# Data for processing:
◇ ◇ ◇ ◇ ◇ ◇ ◇
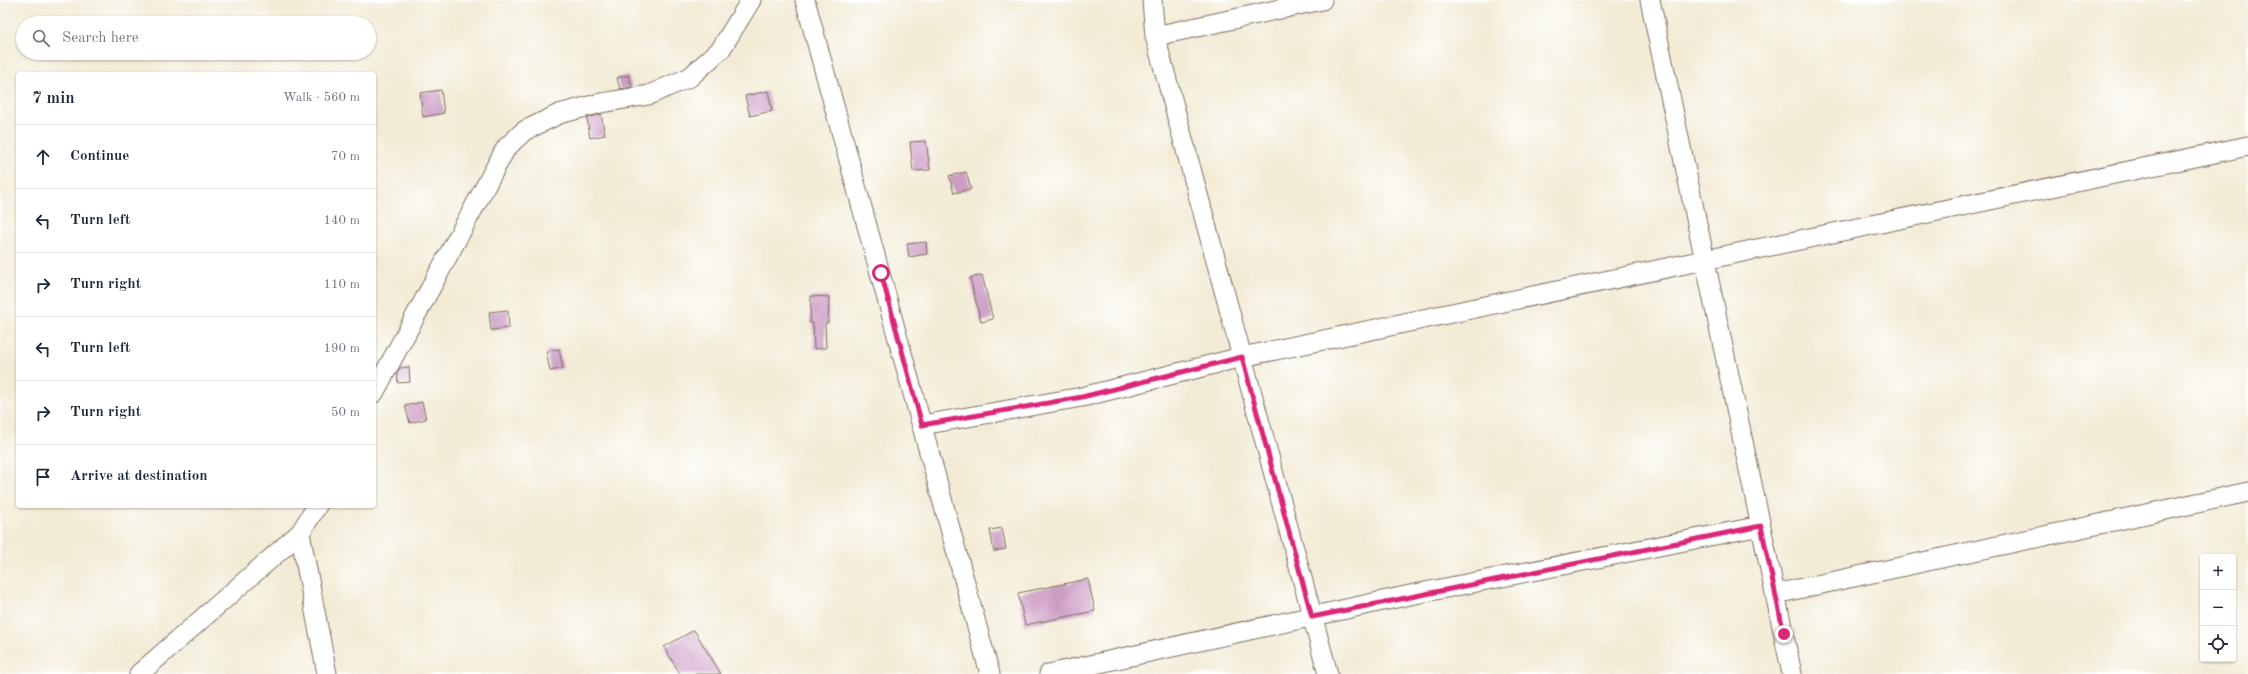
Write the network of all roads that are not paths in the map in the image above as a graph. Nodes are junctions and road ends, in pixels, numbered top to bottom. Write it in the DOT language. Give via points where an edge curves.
graph roads {
  1 [pos="751,0"];
  2 [pos="805,0"];
  3 [pos="1152,0"];
  4 [pos="1322,0"];
  5 [pos="1650,0"];
  6 [pos="1155,36"];
  7 [pos="2248,146"];
  8 [pos="1705,260"];
  9 [pos="1242,357"];
  10 [pos="376,389"];
  11 [pos="922,425"];
  12 [pos="2248,492"];
  13 [pos="316,508"];
  14 [pos="1761,526"];
  15 [pos="300,533"];
  16 [pos="1775,594"];
  17 [pos="1312,617"];
  18 [pos="139,674"];
  19 [pos="327,674"];
  20 [pos="990,674"];
  21 [pos="1049,674"];
  22 [pos="1328,674"];
  23 [pos="1792,674"];
  1 -- 10 [label="street" via="721,49 690,77 650,95 601,103 559,114 524,131 506,148"];
  2 -- 11 [label="street"];
  3 -- 6 [label="street"];
  4 -- 6 [label="street"];
  5 -- 8 [label="street"];
  6 -- 9 [label="street"];
  7 -- 8 [label="street"];
  8 -- 9 [label="street"];
  8 -- 14 [label="street"];
  9 -- 11 [label="street" via="1082,397"];
  9 -- 17 [label="street"];
  11 -- 20 [label="street"];
  12 -- 16 [label="street"];
  13 -- 15 [label="street"];
  14 -- 16 [label="street"];
  14 -- 17 [label="street"];
  15 -- 18 [label="street" via="274,553"];
  15 -- 19 [label="street"];
  16 -- 23 [label="street"];
  17 -- 21 [label="street"];
  17 -- 22 [label="street"];
}
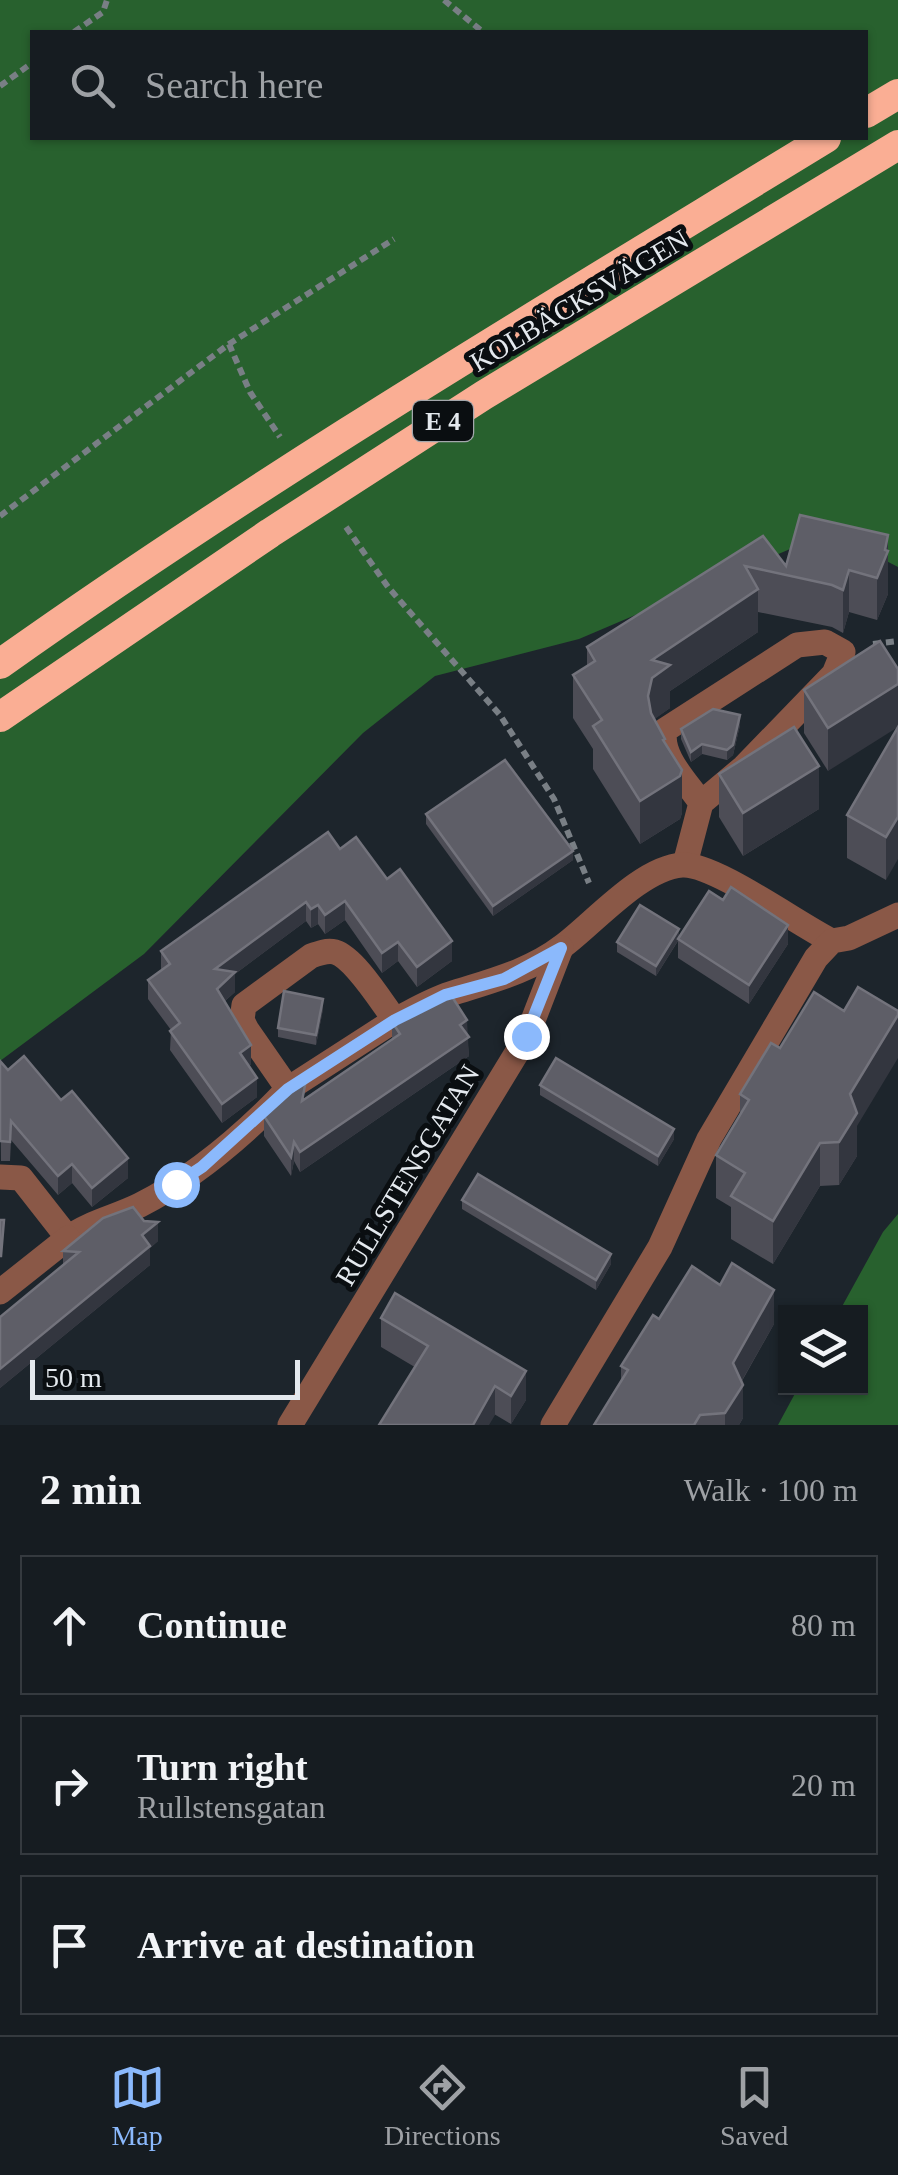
◇ ◇ ◇ ◇ ◇ ◇ ◇
# Task requirements:
In case the records contain pictures, keep those out and repeat the rest exactly.

# Exercise result:
Write the network of all roads that are not paths in the map in the image above as a graph. Nodes are junctions and road ends, in pixels, numbered top to bottom. Write it in the DOT language. Give via points where an edge curves.
graph roads {
  1 [pos="751,0"];
  2 [pos="805,0"];
  3 [pos="1152,0"];
  4 [pos="1322,0"];
  5 [pos="1650,0"];
  6 [pos="1155,36"];
  7 [pos="2248,146"];
  8 [pos="1705,260"];
  9 [pos="1242,357"];
  10 [pos="376,389"];
  11 [pos="922,425"];
  12 [pos="2248,492"];
  13 [pos="316,508"];
  14 [pos="1761,526"];
  15 [pos="300,533"];
  16 [pos="1775,594"];
  17 [pos="1312,617"];
  18 [pos="139,674"];
  19 [pos="327,674"];
  20 [pos="990,674"];
  21 [pos="1049,674"];
  22 [pos="1328,674"];
  23 [pos="1792,674"];
  1 -- 10 [label="street" via="721,49 690,77 650,95 601,103 559,114 524,131 506,148"];
  2 -- 11 [label="street"];
  3 -- 6 [label="street"];
  4 -- 6 [label="street"];
  5 -- 8 [label="street"];
  6 -- 9 [label="street"];
  7 -- 8 [label="street"];
  8 -- 9 [label="street"];
  8 -- 14 [label="street"];
  9 -- 11 [label="street" via="1082,397"];
  9 -- 17 [label="street"];
  11 -- 20 [label="street"];
  12 -- 16 [label="street"];
  13 -- 15 [label="street"];
  14 -- 16 [label="street"];
  14 -- 17 [label="street"];
  15 -- 18 [label="street" via="274,553"];
  15 -- 19 [label="street"];
  16 -- 23 [label="street"];
  17 -- 21 [label="street"];
  17 -- 22 [label="street"];
}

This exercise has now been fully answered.